A CULTURE OF CUTTING-EDGE Through Campbell’s office, the SURSCA group and individual faculty mentors, students have numerous opportunities to find out about the culture of undergraduate research on campus. Highlights include an annual research gala, faculty/staff RSCA days throughout the year in which students are co-presenters, and travel opportunities to share work at regional events and national conferences.
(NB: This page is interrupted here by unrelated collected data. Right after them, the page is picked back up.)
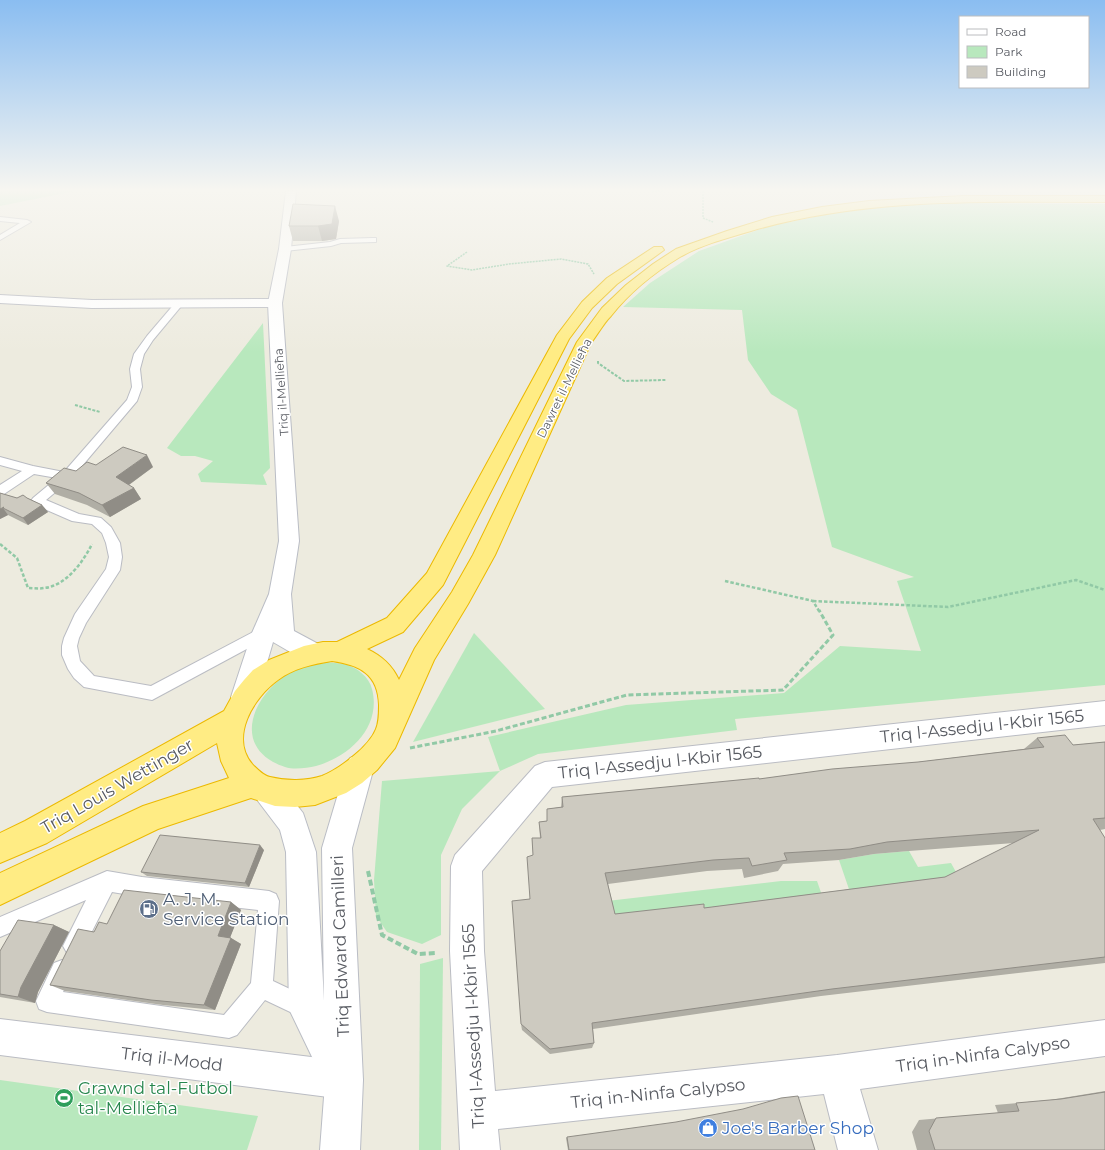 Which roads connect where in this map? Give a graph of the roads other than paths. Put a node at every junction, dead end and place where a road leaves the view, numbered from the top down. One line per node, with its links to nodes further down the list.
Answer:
1 (285, 245): 5 (street, Triq il-Mellieħa)
2 (324, 245): 5 (lane)
3 (669, 245): 15 (highway, Dawret il-Mellieħa)
4 (703, 245): 19 (highway, Dawret il-Mellieħa)
5 (285, 249): 7 (street, Triq il-Mellieħa)
6 (0, 299): 8 (street)
7 (275, 302): 8 (street); 13 (street, Triq il-Mellieħa)
8 (179, 304): 11 (lane)
9 (0, 461): 10 (lane)
10 (32, 470): 11 (lane); 12 (lane)
11 (67, 476): 14 (lane)
12 (0, 491)
13 (280, 594): 14 (street, Triq il-Mellieħa); 16 (street, Triq il-Mellieħa)
14 (264, 633): 17 (street, Triq il-Mellieħa)
15 (338, 652): 16 (highway, Triq Louis Wettinger); 19 (highway)
16 (313, 653): 17 (highway, Triq Louis Wettinger)
17 (238, 709): 21 (highway); 22 (highway, Triq Louis Wettinger)
18 (1103, 716): 32 (street, Triq l-Assedju l-Kbir 1565)
19 (392, 720): 20 (highway)
20 (367, 761): 21 (highway); 31 (street, Triq Edward Camilleri)
21 (260, 787): 24 (highway); 27 (street, Triq Edward Camilleri)
22 (0, 848)
23 (107, 881): 25 (lane); 26 (lane); 26 (lane)
24 (0, 888)
25 (0, 927)
26 (262, 987): 27 (lane)
27 (307, 1009): 31 (street, Triq Edward Camilleri)
28 (0, 1037): 31 (street, Triq il-Modd)
29 (1105, 1038): 30 (street, Triq in-Ninfa Calypso)
30 (837, 1074): 32 (street, Triq in-Ninfa Calypso); 35 (street)
31 (344, 1080): 33 (street, Triq Edward Camilleri)
32 (479, 1112): 34 (street, Triq l-Assedju l-Kbir 1565)
33 (340, 1150)
34 (480, 1150)
35 (858, 1150) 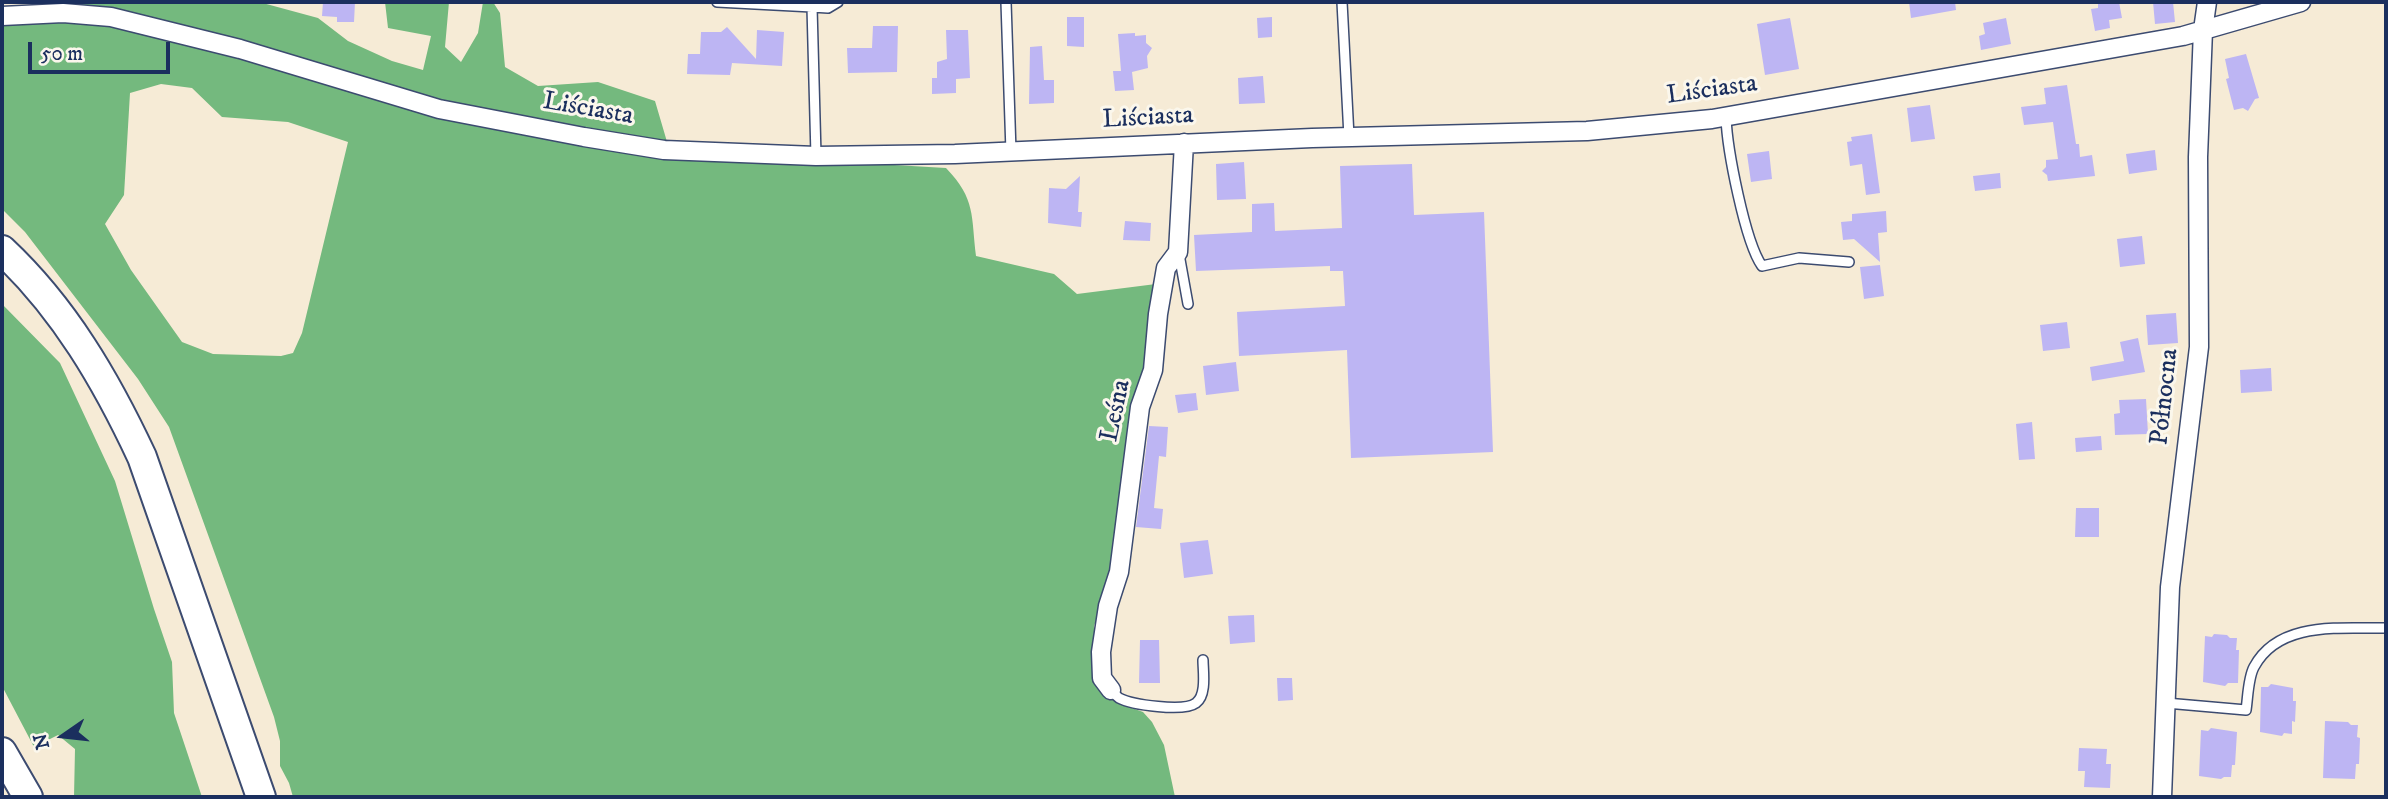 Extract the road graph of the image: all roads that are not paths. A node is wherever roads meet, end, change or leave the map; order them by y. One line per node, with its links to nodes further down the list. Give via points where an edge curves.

This year 15 students presented their research at the NCUR conference at Salisbury University in Maryland. And what’s more impressive, says Campbell, is that two UWRF students— Amanda Liesch and Matt Blodgett—were among 60 of 233 applicants selected to present their research in Washington, D.C., at the national Posters on the Hill event, sponsored by CUR, in April.

This is the second time students have had their research presented in our nation’s capitol. “It is rare that a university is invited to display the research work of two students in the same year,” said Chancellor Don Betz. “In doing so they will focus Congressional attention on their research and UW-River Falls as well. This demonstration of excellence in undergraduate education relates directly to our University Strategic Plan, ‘Living the Promise,’ and its intention to build a culture of learning.”

Liesch presented, “Visual Structure, Vane Shear Strength and Dry Aggregate Distribution in Three Different Organic Matter Treatments,” in which she worked with a soil scientist from the Scottish Agricultural College while in residential study at the Wisconsin in Scotland program. Plant and Earth Science Professor Bill Anderson is her project advisor.

Blodgett, a senior physics major from Boyceville, worked with Madsen on a project, “Calibrating South Pole Ice Top Detectors Using Tagged Cosmic Rays,” resulting from time spent in Antarctica at the IceCube Project.

In addition to these external opportunities like Posters in the Rotunda in Madison or Posters on the Hill in Washington, D.C., each fall students showcase their undergraduate research activities on campus at an annual “Gala Evening of RSCA,” sponsored by SURSCA. They also participate in faculty/staff RSCA days.

“The gala focuses the university’s attention on the solid research of our students and the important mentoring relationships they enjoy with members of the faculty,” says Betz. “These relationships produce unique learning opportunities and prepare the involved student for graduate study and the responsibilities for their first positions in their respective fields.”

Funding for student and student/faculty research can range from the Faculty/Academic Staff Development Board Collaborative RSCA Funds, UWRF Faculty Research grants, UWRF Foundation Summer Research Stipends, and SURSCA grants, to external funding sources, such as a grant from Merck & Co. that provided support over the summer for four students to research the analgesic effects of hot peppers, says Campbell.

“Many departments, especially in the sciences, have found ways to encourage and support their students’ research projects,” says Campbell. “Nonetheless we continually struggle to find the financial resources to pay for these activities.”